(EXERCISE PROMPT) Look through the data below and extract, unchanged, the lines from the one that contains "ring dip: (897, 581)" to the one that contains "ring mcp: (1288, 566)", both included.

:: DATA EXTRACTS

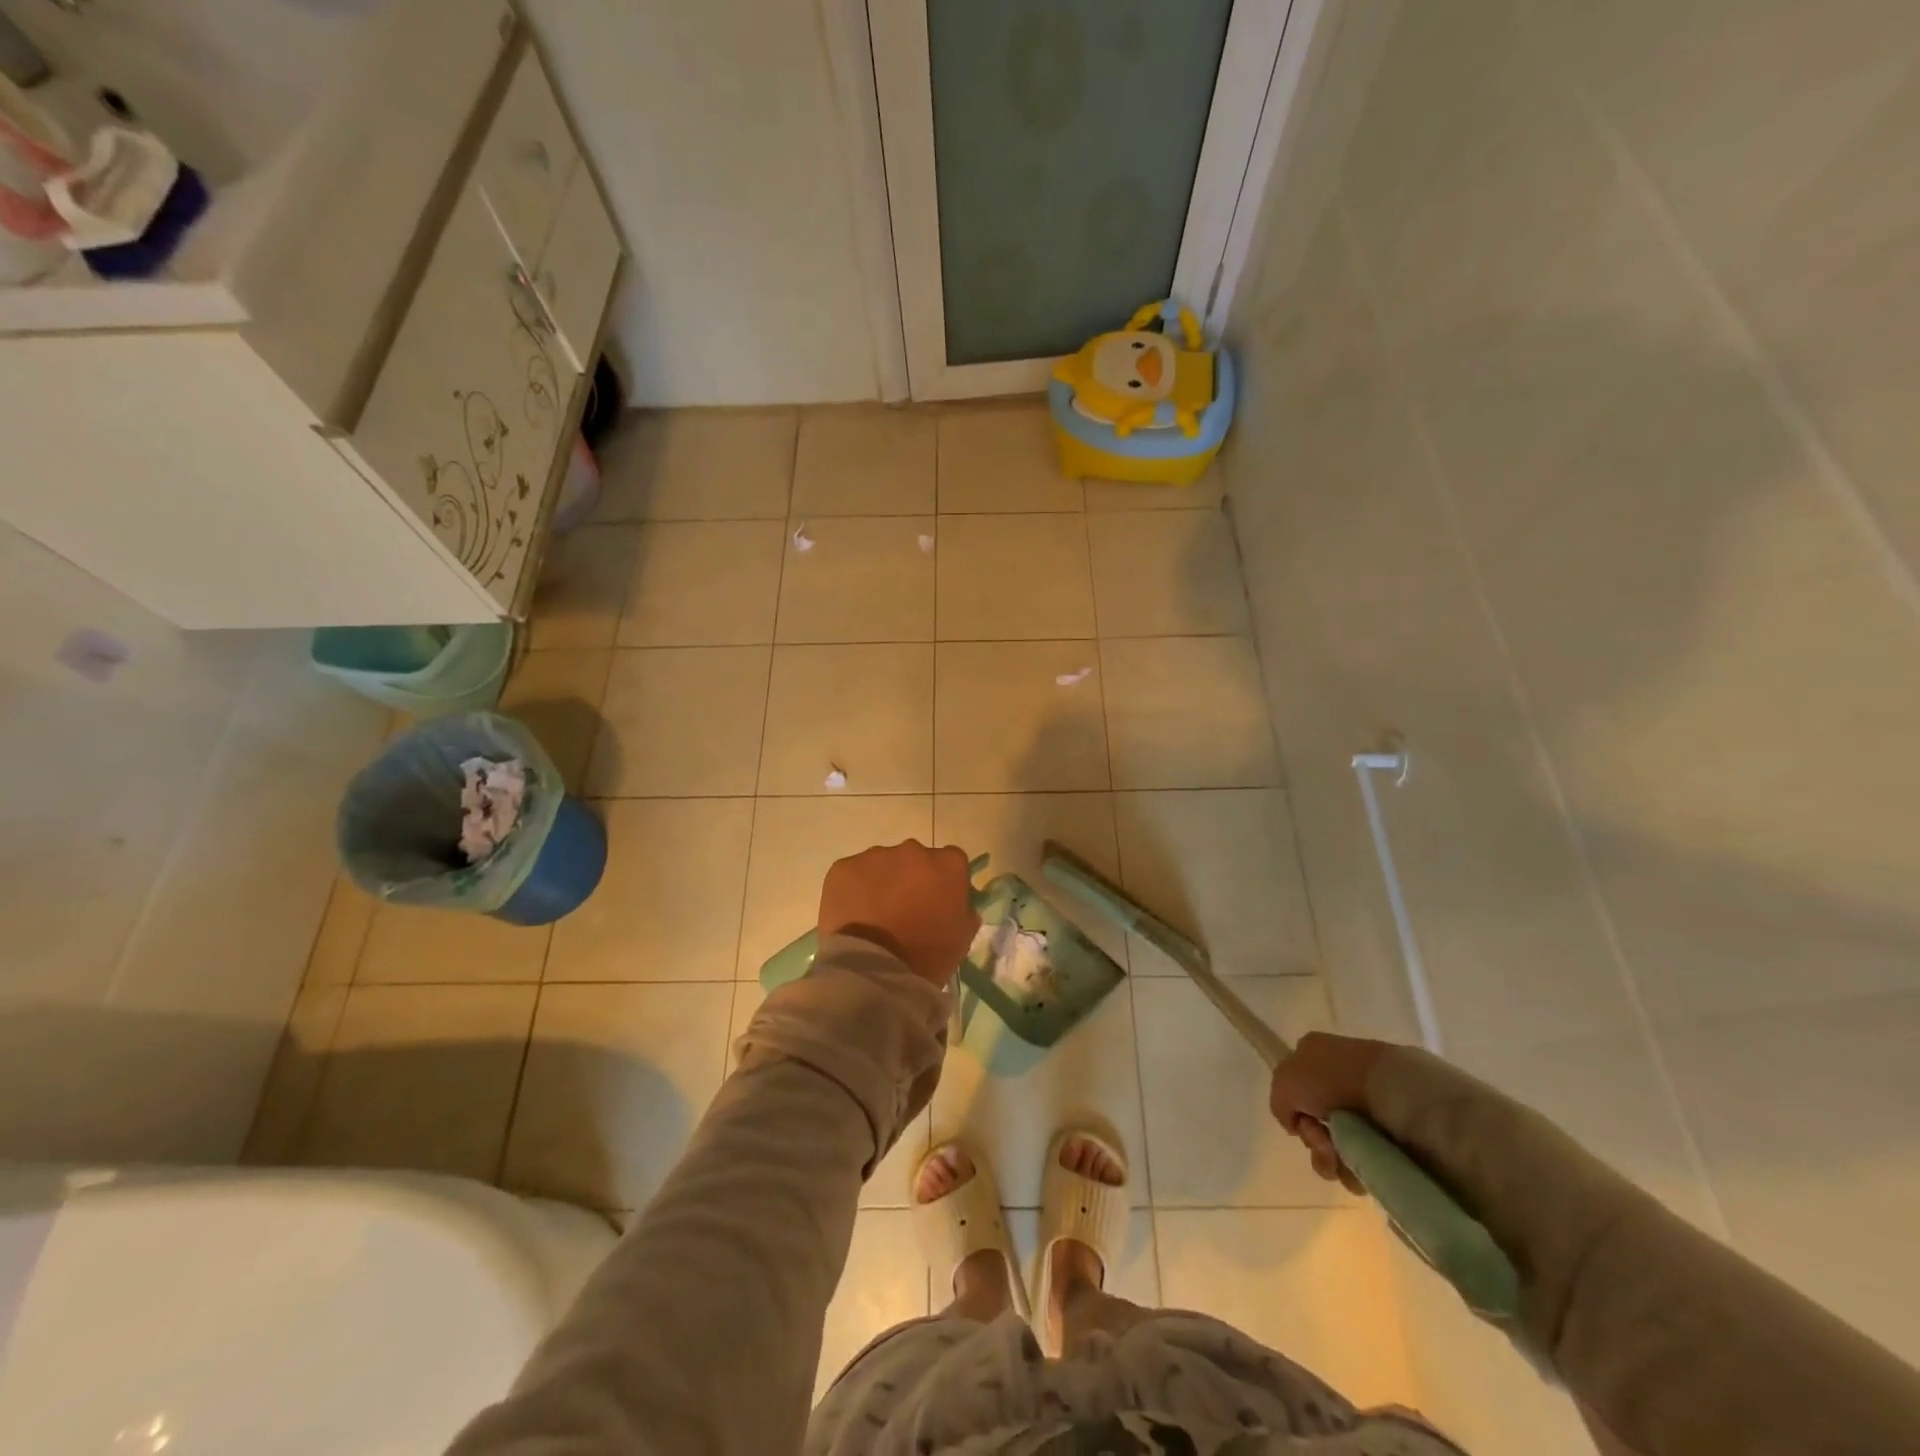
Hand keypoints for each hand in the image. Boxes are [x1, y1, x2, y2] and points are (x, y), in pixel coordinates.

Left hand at [818, 840, 979, 989]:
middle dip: (911, 878)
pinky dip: (854, 889)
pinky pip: (853, 874)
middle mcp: (913, 850)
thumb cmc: (927, 956)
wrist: (875, 970)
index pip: (951, 862)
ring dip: (882, 882)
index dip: (943, 882)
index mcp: (948, 864)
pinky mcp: (844, 867)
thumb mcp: (963, 936)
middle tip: (904, 910)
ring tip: (875, 916)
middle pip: (915, 859)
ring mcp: (876, 856)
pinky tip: (854, 915)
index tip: (936, 902)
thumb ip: (963, 909)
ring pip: (882, 864)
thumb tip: (955, 902)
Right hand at [1268, 1031, 1388, 1195]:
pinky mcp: (1391, 1132)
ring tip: (1344, 1158)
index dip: (1294, 1110)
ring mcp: (1367, 1104)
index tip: (1301, 1121)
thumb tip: (1295, 1124)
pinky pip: (1364, 1160)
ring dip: (1332, 1159)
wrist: (1391, 1091)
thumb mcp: (1285, 1081)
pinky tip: (1361, 1165)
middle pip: (1315, 1122)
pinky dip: (1357, 1169)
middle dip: (1314, 1140)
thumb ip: (1279, 1103)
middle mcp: (1340, 1077)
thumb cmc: (1333, 1078)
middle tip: (1323, 1142)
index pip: (1295, 1088)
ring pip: (1338, 1145)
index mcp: (1316, 1054)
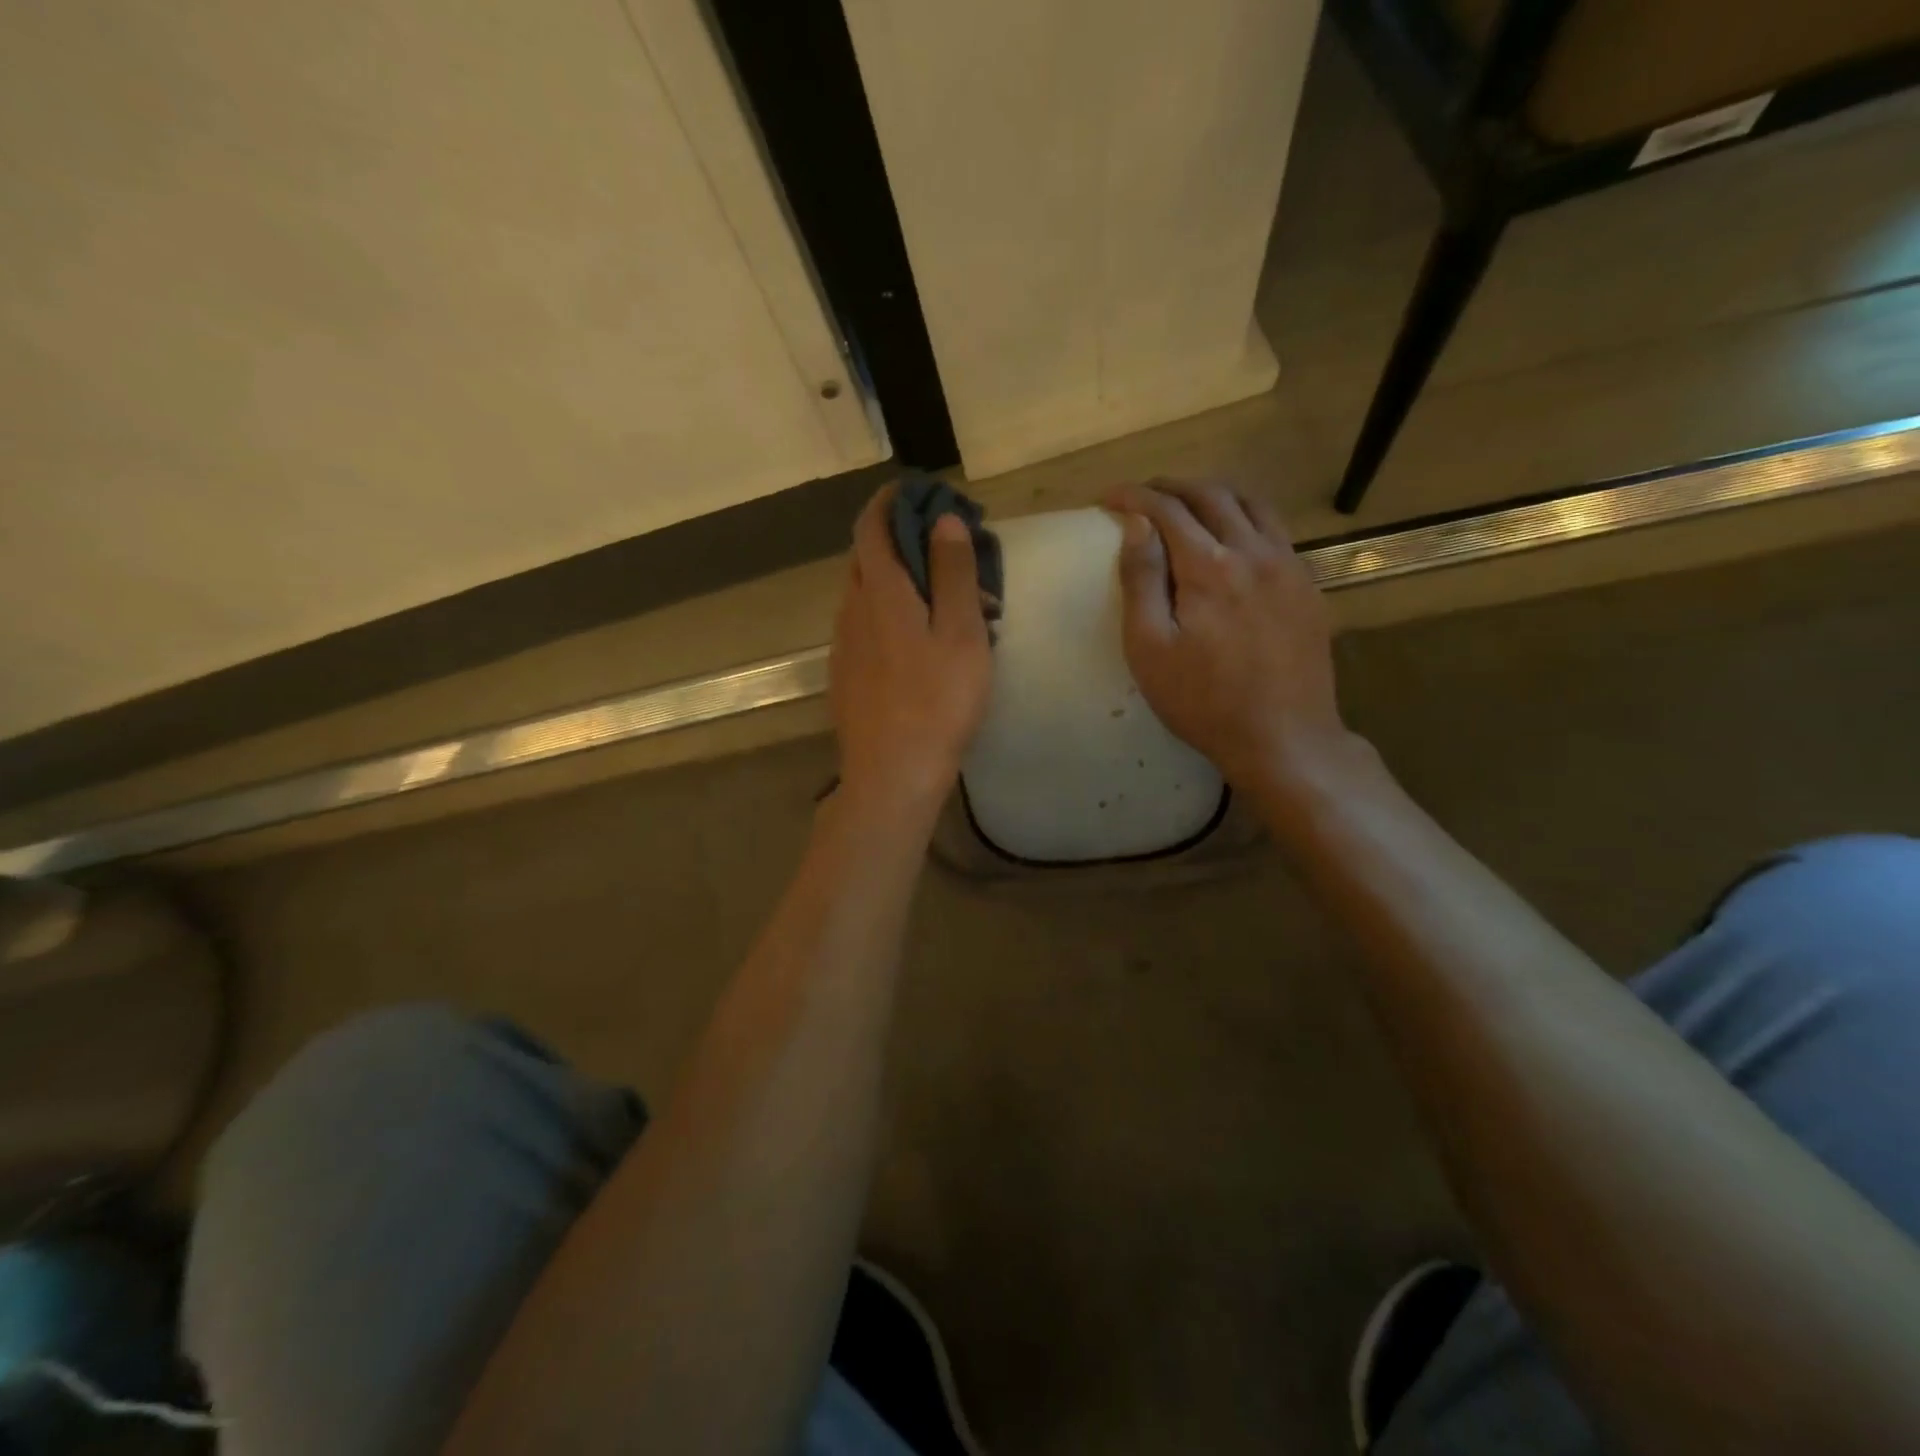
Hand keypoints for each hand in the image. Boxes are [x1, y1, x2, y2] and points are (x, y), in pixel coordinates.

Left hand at [829, 486, 992, 818]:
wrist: (892, 775)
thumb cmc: (937, 702)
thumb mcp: (961, 633)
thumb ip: (952, 573)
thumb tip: (944, 520)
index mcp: (880, 592)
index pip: (871, 525)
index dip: (890, 501)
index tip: (917, 491)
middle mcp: (852, 610)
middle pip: (867, 557)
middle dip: (900, 540)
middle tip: (943, 548)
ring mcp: (843, 645)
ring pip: (866, 594)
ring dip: (897, 581)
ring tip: (940, 598)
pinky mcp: (845, 675)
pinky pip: (864, 626)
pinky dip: (888, 613)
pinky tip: (917, 642)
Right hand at [1105, 479, 1352, 794]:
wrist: (1284, 738)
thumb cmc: (1203, 701)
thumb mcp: (1151, 649)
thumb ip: (1141, 581)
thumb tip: (1137, 525)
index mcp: (1209, 567)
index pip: (1167, 510)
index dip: (1133, 497)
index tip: (1107, 498)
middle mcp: (1253, 552)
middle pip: (1211, 495)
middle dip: (1171, 487)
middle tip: (1142, 496)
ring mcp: (1288, 566)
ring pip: (1251, 504)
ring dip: (1213, 494)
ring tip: (1186, 502)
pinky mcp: (1307, 586)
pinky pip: (1276, 530)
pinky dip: (1245, 516)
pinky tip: (1232, 536)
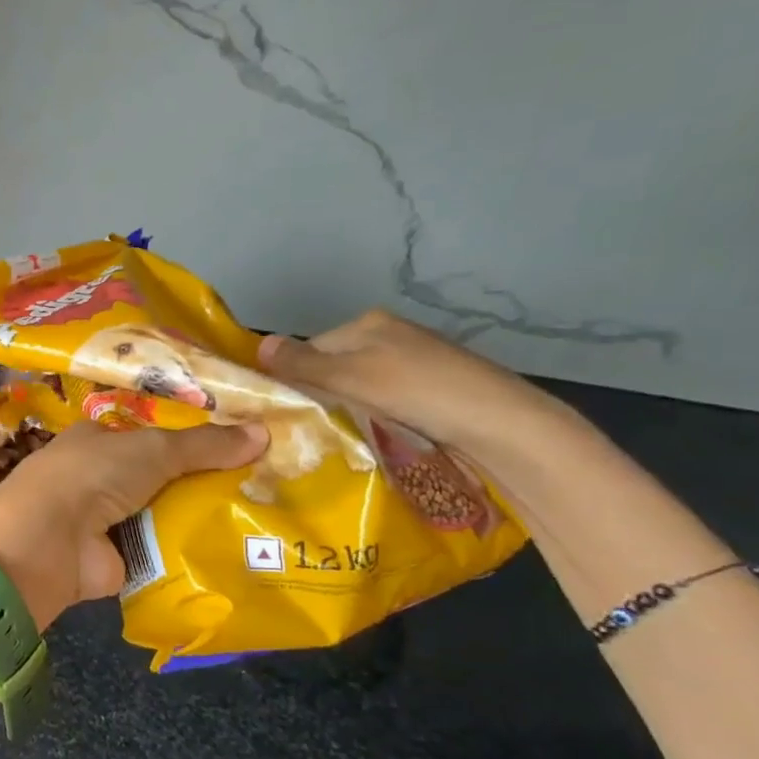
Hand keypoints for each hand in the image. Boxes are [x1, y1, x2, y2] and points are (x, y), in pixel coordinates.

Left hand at [0, 418, 265, 627]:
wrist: (50, 540)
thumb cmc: (93, 475)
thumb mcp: (153, 448)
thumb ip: (205, 444)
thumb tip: (264, 432)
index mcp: (97, 440)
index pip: (150, 435)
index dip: (191, 440)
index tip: (242, 446)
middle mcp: (100, 477)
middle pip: (162, 477)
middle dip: (205, 482)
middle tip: (267, 486)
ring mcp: (107, 520)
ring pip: (165, 514)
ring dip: (203, 519)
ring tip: (266, 520)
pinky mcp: (117, 559)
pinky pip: (163, 552)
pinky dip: (191, 552)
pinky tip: (239, 553)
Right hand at [257, 309, 575, 464]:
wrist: (501, 425)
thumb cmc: (419, 392)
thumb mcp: (351, 377)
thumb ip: (302, 364)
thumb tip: (257, 346)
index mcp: (367, 323)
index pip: (308, 349)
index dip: (293, 379)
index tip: (288, 411)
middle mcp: (388, 336)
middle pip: (331, 368)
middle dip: (319, 396)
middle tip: (312, 428)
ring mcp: (412, 363)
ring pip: (355, 388)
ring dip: (345, 410)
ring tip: (340, 435)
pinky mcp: (430, 390)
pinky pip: (380, 401)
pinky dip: (372, 417)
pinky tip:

::::

(WRITTEN ANSWER)
ring dip: (897, 581)
ring tip: (940, 598)
pinky mcp: (845, 675)
pinky pip: (864, 626)
pinky dip: (888, 613)
pinky tip: (917, 642)
Right hand at [1105, 479, 1352, 794]:
wrist: (1284, 738)
thumb cmc: (1203, 701)
thumb mcp: (1151, 649)
thumb ip: (1141, 581)
thumb tip: (1137, 525)
index mcp: (1209, 567)
index pip: (1167, 510)
index dip: (1133, 497)
index tip: (1107, 498)
middle mcp: (1253, 552)
middle pip: (1211, 495)
middle dip: (1171, 487)
middle tip: (1142, 496)
ring mcp: (1288, 566)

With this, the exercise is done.